Despite being told we couldn’t be dropped here by our Peru Hop guide, Bothy is very much on the list of approved hostels for drop-off/pick-up. Once we had negotiated our way off the bus, the very helpful lady on reception (Elizabeth) helped us to change our pick-up location for our tour the next day. The next day Elizabeth cooked us pancakes for an early breakfast before our tour, and let us store our luggage there all day until our night bus to Cusco. WiFi was good but unfortunately there was no hot shower, and the bathroom had quite the strange smell.

Rating – 2.5/5

Dinner – Remix Pizzeria

We went to this place for dinner after reading it’s brilliant reviews and we were not disappointed. The pizza was delicious, the fresh lemonade was yummy and the garlic sauce was incredible. Plus it was excellent value for money.

Rating – 4.5/5

Tour – Full Day Island Tour

An excellent opportunity to learn more about what life is like for some of the communities of people living on Lake Titicaca, albeit with large groups of tourists in some of the places. The first stop was at the floating Uros Islands, where the people have built their own homes by creating manmade islands using reeds. We were welcomed by the small community of “Condor Uros” who showed us their homes and how they were built, shared their handmade tapestries with us and even sang some traditional songs. We then were offered a ride in a traditional reed boat to the capital Uros island, for 10 soles (about £2).
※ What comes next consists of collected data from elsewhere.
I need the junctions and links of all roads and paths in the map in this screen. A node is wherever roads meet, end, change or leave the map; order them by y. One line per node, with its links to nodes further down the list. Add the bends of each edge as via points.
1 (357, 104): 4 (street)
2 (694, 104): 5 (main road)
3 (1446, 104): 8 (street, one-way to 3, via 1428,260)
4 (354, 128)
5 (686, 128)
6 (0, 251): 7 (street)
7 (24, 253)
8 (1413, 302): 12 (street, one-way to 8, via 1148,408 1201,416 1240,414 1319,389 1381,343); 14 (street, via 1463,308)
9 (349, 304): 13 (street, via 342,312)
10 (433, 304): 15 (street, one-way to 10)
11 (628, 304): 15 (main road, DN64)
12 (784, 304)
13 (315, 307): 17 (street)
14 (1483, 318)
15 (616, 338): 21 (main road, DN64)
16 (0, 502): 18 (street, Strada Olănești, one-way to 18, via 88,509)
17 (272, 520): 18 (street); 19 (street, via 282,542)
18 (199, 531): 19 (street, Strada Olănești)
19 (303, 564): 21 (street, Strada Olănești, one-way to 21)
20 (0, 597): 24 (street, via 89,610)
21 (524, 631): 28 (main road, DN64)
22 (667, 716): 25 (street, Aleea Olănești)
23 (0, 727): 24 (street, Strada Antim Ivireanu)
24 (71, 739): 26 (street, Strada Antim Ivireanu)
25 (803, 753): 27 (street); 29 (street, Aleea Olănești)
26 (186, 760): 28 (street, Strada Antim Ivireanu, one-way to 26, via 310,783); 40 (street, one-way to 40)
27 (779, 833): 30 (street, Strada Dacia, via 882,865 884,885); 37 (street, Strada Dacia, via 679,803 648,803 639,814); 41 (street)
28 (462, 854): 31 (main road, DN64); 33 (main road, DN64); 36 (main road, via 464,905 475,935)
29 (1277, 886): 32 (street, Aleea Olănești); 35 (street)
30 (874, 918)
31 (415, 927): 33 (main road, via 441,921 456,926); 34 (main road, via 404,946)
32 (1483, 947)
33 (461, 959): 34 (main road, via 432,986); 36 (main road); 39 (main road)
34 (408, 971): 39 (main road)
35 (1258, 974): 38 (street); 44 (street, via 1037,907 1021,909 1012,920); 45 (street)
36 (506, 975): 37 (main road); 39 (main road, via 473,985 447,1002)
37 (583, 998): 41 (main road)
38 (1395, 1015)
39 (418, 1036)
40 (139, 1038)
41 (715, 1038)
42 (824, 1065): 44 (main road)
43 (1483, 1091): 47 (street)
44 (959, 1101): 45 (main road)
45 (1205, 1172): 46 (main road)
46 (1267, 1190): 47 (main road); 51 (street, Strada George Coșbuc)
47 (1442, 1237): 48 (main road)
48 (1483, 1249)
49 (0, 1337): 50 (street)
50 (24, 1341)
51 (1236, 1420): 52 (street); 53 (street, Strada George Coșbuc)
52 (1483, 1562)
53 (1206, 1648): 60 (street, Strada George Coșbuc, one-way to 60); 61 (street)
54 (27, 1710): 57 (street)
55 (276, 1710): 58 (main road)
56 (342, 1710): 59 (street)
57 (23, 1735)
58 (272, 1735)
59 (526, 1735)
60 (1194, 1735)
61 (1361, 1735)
After this we travelled further on a regular boat to reach the natural island of Taquile. It’s a long uphill trek to reach the plaza but after that you get to enjoy a lunch prepared by the local people (which was delicious), and learn more about how they live. It’s a peaceful community with no prisons or police, just three simple rules; don’t lie, don’t steal, don’t hurt others. The men knit, the women weave and the six communities rotate responsibilities and location across the island throughout the year.

Sure, there were other groups of tourists on the islands but it didn’t feel too crowded or artificial. Some people complain that this isn’t an authentic experience, but the people on the islands seemed pleased to be able to give us an insight into our lives and generate some more income.

Rating – 4/5
Best bit – Lake Titicaca and its islands are really beautiful, there were so many wonderful views to enjoy. My favourite was probably from the Mirador of Isla del Sol where you could see out across the peaceful water.
Worst bit – The boat journeys can be quite long, as it is a huge lake, and although the water was relatively calm for us we have heard it can get quite choppy. This was fine for us as we both enjoy being on boats, but if you suffer from sea sickness then this might not be for you.